■ **What you need to do**
The string "main" appears in some lines of the entries that follow; copy each such line.
Material to process Block Start
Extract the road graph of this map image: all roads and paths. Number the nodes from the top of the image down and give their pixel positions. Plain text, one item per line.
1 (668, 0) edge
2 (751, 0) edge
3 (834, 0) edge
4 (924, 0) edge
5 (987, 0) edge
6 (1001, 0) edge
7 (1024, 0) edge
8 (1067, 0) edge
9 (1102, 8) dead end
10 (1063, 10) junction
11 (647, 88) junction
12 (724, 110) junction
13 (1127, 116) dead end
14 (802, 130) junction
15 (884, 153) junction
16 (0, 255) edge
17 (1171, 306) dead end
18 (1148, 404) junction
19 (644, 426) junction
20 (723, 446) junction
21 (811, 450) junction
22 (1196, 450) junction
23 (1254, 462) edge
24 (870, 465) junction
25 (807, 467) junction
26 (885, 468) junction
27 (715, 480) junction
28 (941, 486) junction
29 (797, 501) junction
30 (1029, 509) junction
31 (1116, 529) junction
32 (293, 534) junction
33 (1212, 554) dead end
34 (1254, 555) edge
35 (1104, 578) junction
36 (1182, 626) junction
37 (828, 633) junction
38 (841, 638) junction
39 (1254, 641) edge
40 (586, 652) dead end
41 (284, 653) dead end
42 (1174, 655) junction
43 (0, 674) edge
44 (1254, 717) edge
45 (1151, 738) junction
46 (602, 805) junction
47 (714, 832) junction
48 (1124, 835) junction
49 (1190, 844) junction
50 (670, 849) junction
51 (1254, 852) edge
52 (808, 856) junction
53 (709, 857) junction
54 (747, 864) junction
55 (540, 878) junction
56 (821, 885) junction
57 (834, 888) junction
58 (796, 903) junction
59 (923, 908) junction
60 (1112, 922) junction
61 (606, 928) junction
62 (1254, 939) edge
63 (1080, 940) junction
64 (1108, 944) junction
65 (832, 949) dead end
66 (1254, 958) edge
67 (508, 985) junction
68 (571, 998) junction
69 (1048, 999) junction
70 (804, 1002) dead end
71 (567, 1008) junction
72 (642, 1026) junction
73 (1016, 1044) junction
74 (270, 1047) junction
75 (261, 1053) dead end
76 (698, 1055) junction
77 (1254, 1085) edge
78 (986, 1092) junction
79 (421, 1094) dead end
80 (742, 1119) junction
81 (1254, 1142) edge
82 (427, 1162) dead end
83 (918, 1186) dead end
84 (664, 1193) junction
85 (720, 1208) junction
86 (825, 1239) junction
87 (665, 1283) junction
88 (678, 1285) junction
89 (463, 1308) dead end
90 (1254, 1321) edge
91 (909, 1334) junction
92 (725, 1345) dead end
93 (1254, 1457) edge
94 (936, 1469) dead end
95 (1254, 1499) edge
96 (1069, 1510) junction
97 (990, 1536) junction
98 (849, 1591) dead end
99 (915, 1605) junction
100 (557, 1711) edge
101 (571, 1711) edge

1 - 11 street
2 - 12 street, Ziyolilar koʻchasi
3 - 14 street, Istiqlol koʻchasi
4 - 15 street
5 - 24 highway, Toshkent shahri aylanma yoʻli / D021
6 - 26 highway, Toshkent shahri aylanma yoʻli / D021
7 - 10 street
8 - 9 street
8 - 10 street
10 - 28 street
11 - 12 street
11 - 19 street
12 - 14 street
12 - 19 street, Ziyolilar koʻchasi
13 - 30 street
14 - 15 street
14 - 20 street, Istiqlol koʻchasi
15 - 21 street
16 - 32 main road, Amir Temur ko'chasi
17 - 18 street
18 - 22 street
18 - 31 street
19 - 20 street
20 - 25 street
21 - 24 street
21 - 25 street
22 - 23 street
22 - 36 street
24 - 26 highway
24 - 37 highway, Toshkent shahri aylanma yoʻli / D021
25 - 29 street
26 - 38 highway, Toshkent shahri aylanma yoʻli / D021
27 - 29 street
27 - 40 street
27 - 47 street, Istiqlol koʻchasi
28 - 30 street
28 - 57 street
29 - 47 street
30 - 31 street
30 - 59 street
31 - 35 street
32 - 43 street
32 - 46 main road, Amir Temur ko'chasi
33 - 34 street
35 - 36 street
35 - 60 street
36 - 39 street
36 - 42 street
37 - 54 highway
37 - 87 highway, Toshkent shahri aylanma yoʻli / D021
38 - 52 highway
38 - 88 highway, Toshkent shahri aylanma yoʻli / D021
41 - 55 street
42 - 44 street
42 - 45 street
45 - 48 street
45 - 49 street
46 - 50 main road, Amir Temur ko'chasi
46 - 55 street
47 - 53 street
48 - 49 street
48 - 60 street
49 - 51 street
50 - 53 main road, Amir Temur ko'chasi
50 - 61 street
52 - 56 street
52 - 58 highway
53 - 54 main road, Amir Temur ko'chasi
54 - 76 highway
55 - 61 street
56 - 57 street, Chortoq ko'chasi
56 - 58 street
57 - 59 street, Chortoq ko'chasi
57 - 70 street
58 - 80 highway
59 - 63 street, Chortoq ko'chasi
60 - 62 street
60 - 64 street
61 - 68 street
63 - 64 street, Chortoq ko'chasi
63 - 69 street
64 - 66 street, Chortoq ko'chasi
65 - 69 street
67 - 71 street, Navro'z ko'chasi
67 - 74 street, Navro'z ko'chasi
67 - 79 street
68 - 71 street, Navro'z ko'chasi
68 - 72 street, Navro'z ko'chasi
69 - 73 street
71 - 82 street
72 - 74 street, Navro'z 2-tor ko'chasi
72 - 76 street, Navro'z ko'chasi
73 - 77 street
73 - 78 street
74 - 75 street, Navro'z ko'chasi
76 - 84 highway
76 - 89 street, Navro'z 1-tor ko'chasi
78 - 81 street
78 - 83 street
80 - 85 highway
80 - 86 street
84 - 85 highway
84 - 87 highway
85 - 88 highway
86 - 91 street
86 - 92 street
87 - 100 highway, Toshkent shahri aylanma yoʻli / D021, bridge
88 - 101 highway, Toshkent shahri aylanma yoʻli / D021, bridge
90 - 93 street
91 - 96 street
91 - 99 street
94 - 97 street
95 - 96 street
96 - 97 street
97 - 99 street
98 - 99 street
Material to process Block End
■ **Expected output**
16 - 32 main road, Amir Temur ko'chasi
32 - 46 main road, Amir Temur ko'chasi
46 - 50 main road, Amir Temur ko'chasi
50 - 53 main road, Amir Temur ko'chasi
53 - 54 main road, Amir Temur ko'chasi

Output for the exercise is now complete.